PEOPLE talk about...

[1] WHY BONGBONG MARCOS WILL RUN IN 2020. His sister, Senator Imee Marcos, said she knows Ferdinand Marcos Jr. will run "kasi unemployed siya. Luto na lang nang luto, blog nang blog." The sister doesn't know if he will run for a national or local position. "There seems to be a stampede of candidates in the 2022 national elections," she said. Their mom, Mrs. Imelda Marcos, their "oracle and consultant," has yet to give her advice.

No word about his protest against Vice President Leni Robredo. Which doesn't mean Bongbong has given up all hopes already.

[2] "HYBRID VOTING" IN NEXT ELECTIONS? The senators are reportedly for it. It means votes will be cast and tallied manually at the precinct level and the results transmitted digitally. It's not known yet how much time it would eat up before the winners are known. But politicians who fear being cheated may get some comfort that the part of the unknown, with the risk of fraud, in elections is reduced in the precincts.

Replacing the casuals

Some Cebu City Hall watchers say one gauge that the Mayor Edgar Labella administration has not yet "settled in" is that operations are not yet "normal."

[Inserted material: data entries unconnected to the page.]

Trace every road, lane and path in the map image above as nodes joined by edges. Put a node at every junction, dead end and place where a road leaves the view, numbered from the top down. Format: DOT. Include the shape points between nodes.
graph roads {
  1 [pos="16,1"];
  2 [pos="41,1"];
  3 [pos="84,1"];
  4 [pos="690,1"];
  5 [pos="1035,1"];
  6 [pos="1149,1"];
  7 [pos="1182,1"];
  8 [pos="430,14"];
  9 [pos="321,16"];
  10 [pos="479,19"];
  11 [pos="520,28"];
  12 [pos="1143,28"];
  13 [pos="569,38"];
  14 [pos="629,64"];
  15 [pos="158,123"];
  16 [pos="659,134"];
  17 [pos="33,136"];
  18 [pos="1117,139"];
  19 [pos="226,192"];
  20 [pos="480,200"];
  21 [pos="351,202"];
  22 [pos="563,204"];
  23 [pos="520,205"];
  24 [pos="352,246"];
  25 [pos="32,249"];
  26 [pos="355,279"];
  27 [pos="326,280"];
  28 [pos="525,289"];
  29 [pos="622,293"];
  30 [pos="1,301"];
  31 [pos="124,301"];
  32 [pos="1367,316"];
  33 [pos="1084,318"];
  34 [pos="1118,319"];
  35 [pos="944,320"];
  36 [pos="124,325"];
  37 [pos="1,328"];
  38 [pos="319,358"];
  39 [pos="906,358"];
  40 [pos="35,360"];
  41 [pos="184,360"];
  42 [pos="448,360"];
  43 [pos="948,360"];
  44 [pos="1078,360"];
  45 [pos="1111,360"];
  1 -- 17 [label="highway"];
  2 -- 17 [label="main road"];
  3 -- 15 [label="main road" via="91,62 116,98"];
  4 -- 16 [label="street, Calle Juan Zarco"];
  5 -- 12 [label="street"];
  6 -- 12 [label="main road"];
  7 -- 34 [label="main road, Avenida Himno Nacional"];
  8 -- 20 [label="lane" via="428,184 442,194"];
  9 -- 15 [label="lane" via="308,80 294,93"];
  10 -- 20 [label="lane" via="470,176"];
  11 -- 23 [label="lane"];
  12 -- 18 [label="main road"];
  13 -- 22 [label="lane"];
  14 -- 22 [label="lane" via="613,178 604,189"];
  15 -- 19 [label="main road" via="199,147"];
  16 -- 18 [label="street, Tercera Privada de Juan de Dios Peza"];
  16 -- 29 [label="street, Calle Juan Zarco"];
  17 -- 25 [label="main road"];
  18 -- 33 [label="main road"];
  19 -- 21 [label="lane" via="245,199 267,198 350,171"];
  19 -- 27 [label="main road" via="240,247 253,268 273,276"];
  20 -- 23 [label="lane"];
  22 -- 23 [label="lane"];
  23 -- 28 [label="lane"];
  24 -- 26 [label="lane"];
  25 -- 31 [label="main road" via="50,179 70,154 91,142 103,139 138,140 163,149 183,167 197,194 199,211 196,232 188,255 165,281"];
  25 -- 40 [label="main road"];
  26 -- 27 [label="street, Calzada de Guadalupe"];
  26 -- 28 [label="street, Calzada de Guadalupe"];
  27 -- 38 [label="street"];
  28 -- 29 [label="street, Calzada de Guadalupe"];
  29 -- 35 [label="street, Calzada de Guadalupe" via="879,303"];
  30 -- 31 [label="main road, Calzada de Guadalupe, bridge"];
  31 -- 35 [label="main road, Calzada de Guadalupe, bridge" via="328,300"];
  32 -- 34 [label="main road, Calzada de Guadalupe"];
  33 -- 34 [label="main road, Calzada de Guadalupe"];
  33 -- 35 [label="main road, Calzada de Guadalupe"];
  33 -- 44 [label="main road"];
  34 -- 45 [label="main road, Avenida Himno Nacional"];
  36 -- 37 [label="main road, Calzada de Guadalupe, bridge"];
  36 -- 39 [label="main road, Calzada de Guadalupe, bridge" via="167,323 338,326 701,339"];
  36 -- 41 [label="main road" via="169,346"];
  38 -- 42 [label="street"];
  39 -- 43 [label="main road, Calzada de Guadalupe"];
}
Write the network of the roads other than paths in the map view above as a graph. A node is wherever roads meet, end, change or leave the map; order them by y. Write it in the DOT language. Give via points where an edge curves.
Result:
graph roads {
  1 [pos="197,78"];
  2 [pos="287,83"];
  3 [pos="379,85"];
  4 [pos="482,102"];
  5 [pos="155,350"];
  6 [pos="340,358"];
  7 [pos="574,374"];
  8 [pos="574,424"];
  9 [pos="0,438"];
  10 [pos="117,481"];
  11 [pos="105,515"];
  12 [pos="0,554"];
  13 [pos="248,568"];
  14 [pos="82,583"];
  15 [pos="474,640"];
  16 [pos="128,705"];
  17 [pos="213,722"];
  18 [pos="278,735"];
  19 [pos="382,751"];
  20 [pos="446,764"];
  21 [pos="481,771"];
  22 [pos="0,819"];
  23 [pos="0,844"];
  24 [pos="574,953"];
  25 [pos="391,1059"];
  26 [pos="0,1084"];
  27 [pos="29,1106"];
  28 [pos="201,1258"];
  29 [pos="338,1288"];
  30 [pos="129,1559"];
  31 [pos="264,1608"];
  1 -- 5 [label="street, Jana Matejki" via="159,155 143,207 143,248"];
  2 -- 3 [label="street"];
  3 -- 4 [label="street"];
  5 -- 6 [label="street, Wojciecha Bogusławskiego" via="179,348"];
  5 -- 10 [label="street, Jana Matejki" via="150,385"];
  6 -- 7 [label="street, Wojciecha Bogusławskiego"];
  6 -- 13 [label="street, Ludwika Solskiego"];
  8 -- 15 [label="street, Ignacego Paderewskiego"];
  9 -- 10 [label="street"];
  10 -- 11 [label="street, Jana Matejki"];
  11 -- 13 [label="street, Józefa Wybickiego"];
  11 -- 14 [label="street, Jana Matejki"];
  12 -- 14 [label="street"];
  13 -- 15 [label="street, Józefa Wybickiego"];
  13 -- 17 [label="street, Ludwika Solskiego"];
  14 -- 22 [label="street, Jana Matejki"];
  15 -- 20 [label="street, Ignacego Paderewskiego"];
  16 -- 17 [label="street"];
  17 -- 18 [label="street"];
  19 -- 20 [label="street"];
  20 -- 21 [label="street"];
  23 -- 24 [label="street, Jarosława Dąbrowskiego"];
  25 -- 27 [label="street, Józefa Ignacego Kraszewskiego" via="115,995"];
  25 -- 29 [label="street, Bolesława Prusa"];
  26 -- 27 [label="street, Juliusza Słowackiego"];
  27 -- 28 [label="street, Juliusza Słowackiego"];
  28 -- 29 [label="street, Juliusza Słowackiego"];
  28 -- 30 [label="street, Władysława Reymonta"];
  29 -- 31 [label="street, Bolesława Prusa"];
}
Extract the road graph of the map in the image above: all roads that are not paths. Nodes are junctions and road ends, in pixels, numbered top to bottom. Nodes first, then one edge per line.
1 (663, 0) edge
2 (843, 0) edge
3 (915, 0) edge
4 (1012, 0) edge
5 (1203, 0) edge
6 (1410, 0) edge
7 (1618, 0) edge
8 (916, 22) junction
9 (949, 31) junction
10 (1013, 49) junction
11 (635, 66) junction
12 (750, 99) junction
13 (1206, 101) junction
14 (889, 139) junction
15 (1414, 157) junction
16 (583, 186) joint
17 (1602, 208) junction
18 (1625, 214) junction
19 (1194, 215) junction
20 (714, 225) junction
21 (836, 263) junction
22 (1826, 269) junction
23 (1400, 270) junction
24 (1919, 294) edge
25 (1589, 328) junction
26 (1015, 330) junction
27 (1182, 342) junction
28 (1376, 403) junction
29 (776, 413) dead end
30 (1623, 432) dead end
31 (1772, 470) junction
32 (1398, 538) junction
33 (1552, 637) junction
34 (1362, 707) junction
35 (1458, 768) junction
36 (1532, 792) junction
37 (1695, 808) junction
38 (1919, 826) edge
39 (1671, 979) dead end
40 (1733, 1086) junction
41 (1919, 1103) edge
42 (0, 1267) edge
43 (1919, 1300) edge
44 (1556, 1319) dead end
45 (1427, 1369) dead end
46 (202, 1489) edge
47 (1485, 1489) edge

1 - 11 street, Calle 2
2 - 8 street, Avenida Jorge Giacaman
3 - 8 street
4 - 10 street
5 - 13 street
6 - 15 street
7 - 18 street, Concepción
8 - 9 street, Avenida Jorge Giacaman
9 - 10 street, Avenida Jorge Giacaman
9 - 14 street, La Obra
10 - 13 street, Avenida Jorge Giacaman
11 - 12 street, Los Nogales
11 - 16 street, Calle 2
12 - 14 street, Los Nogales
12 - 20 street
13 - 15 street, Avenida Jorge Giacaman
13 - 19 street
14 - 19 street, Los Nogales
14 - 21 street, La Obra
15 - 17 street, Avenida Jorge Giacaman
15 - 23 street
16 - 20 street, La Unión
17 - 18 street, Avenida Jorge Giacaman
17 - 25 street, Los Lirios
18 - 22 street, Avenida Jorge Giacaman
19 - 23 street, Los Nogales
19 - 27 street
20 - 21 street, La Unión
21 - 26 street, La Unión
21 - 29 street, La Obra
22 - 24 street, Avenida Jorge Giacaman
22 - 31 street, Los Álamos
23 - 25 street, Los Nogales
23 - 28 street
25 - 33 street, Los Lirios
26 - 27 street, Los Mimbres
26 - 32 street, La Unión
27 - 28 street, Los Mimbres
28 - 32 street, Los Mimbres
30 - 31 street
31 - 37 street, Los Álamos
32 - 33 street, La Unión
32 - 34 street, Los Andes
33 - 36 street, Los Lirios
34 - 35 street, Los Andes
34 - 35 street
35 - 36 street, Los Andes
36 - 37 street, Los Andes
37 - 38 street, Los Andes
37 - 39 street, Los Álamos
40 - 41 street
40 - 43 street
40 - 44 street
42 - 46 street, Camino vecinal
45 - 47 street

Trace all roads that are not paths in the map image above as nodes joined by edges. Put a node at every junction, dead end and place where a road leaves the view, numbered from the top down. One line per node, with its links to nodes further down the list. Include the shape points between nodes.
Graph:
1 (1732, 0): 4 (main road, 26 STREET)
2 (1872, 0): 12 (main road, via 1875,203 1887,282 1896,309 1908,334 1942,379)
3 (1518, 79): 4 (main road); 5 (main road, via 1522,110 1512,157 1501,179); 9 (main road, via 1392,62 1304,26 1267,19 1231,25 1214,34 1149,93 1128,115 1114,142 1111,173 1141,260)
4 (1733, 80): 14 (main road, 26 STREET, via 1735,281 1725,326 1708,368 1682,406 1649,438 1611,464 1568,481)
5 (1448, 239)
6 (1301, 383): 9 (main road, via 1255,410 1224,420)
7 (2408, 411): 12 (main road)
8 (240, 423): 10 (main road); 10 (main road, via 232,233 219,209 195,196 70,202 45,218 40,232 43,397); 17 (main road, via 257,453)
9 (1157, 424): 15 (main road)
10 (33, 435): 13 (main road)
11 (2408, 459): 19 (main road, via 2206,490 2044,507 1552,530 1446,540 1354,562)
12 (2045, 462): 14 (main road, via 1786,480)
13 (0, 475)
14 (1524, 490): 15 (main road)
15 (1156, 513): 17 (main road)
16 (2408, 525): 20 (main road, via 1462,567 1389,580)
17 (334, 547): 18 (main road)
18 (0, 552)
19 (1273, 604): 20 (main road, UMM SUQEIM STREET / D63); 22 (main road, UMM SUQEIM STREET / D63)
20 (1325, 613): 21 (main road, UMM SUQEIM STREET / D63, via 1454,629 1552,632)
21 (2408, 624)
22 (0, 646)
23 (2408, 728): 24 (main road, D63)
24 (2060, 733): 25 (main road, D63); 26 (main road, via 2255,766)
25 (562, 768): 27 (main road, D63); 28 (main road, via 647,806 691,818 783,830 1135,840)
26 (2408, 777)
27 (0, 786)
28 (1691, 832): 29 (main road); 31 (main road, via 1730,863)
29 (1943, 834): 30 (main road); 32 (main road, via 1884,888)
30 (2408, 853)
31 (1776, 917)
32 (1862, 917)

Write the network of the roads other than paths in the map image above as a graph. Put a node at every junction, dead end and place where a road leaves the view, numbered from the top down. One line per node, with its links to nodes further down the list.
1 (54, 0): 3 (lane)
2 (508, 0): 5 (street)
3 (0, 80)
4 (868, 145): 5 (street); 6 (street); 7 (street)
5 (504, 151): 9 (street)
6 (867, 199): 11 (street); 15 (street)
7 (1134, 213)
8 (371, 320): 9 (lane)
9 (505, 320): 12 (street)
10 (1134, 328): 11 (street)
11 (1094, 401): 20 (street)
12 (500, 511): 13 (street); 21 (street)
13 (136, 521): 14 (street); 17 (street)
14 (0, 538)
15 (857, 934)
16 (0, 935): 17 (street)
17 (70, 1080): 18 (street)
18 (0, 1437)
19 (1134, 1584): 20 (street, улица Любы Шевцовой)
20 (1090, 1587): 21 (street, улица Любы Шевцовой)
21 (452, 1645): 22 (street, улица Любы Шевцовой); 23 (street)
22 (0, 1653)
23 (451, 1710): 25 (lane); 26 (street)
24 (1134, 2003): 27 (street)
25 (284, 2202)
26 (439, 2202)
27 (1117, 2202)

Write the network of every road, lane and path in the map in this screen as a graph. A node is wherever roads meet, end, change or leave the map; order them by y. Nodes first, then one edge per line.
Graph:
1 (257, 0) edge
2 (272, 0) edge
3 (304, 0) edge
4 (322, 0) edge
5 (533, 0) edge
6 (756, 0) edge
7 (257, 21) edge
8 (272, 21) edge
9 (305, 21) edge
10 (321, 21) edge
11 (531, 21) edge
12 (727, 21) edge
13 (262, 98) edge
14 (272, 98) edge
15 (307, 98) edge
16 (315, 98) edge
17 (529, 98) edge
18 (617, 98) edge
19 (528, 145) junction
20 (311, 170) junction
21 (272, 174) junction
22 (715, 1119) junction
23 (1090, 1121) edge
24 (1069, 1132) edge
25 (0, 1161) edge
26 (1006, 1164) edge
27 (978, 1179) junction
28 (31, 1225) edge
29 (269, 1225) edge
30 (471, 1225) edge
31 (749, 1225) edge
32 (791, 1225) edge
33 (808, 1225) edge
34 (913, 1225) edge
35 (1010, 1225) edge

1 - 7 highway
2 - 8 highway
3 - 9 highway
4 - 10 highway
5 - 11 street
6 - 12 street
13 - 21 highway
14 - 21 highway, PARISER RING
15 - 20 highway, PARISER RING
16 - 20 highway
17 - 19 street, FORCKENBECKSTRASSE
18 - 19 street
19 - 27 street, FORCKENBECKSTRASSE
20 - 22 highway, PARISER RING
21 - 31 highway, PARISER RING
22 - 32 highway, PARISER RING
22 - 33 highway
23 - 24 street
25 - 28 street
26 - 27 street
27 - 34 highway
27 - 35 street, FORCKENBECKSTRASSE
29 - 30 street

For one, they say, many casual employees, hired last year yet, starting in July, have not yet been paid because of incomplete or invalid papers. It's not certain how many of City Hall's 3,000 casual workers have not been paid yet.

All new administrations tend to falter while adjusting to the new environment "but it's more than six months already."

Mayor Labella said last August that they're focused on filling up the 2,900 full-time positions at City Hall "so they can do away with hiring more casual employees."

Mayors historically fail to achieve that goal of depending on regulars to dispense with services of casuals.

The reasons cited by one City Hall watcher:

[1] Tough to make the casual workers do their assigned job, so they hire more to get things done;

[2] Supporters and friends keep asking to have their relatives and acquaintances get employed; the elected officials often cannot say no.

[3] The casual or "job order" positions are useful in settling disputes among political leaders, just as they are the cause of the feuds in the first place.

[4] The number of casuals is assumed to be a bloc of voters for the administration; the regulars are protected by Civil Service and may vote for rival candidates. The bigger the number of casuals, the bigger the "captive vote."

What is 'normal'

Five months ago, the Civil Service Commission reportedly discovered "an overdraft" of casuals at Cebu City Hall.

Worse, the CSC checkers, going undercover, discovered "employees" who were playing games on their cell-phones, putting on makeup and even sleeping. And they were not stopped by their supervisors, indicating lack of control over the employees, most of whom are employed as political favor or reward.

It would be interesting to find out if after the next six months, the number of casuals will be reduced and more will be hired for regular positions instead.

A veteran employee, asked by a news reporter why things hadn't gone normal yet for the Labella administration, said, "Not normal? This is normal. It becomes abnormal if you see casuals working hard at their job."